Data for review:
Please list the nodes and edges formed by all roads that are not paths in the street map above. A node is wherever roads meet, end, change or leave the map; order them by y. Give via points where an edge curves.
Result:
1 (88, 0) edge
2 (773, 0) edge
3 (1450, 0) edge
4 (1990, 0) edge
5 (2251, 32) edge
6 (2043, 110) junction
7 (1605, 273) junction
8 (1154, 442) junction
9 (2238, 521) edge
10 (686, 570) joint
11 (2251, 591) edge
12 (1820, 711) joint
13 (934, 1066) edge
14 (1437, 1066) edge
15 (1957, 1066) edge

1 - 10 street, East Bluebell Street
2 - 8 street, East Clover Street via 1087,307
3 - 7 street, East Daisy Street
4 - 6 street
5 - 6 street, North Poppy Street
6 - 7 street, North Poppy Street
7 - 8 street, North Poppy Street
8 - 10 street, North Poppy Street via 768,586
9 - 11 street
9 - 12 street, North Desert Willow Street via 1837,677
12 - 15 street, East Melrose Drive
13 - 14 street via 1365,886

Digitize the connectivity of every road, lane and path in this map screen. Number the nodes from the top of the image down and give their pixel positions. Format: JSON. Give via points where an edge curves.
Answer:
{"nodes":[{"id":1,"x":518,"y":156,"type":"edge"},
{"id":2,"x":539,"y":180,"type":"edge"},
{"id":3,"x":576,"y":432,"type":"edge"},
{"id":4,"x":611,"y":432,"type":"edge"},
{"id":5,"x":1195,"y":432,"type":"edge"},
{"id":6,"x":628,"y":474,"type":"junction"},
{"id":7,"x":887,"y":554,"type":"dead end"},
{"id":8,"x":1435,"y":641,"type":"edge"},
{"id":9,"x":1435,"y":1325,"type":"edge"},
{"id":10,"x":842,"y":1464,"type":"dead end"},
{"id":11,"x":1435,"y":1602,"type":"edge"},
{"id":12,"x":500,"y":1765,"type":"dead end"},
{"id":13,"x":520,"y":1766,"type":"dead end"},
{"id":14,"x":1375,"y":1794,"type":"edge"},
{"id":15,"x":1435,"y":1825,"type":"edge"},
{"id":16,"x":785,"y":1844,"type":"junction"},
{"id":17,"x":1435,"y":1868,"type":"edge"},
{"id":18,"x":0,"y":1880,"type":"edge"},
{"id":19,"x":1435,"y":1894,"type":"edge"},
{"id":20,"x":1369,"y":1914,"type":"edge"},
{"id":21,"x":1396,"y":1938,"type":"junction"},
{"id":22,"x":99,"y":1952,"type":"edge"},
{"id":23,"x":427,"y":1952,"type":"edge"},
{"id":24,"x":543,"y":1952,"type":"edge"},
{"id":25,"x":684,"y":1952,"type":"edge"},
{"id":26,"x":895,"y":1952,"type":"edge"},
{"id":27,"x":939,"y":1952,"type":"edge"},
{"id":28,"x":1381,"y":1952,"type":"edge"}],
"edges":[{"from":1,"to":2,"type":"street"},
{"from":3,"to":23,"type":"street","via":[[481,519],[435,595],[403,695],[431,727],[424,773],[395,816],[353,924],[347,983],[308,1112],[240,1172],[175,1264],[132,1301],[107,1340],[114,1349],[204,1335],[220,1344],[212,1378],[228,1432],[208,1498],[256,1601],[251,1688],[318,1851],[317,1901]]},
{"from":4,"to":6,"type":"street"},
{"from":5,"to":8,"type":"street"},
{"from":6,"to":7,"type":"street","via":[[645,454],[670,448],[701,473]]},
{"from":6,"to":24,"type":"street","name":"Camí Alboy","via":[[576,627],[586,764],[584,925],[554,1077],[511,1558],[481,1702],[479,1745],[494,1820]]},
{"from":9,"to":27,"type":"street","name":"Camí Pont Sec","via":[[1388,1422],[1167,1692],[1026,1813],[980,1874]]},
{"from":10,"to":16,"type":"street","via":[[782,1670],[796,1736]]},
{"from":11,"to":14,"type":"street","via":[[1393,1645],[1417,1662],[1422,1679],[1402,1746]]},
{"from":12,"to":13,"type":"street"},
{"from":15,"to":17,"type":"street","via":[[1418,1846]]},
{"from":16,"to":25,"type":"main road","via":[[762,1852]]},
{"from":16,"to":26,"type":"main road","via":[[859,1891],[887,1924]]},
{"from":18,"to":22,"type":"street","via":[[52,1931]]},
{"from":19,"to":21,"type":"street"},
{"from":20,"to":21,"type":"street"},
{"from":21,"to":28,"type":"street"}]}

Brief:
Show a copy of each line from the records above in which the string "points" occurs.

Result:
Please list the nodes and edges formed by all roads that are not paths in the street map above. A node is wherever roads meet, end, change or leave the map; order them by y. Give via points where an edge curves.
Digitize the connectivity of every road, lane and path in this map screen. Number the nodes from the top of the image down and give their pixel positions. Format: JSON. Give via points where an edge curves.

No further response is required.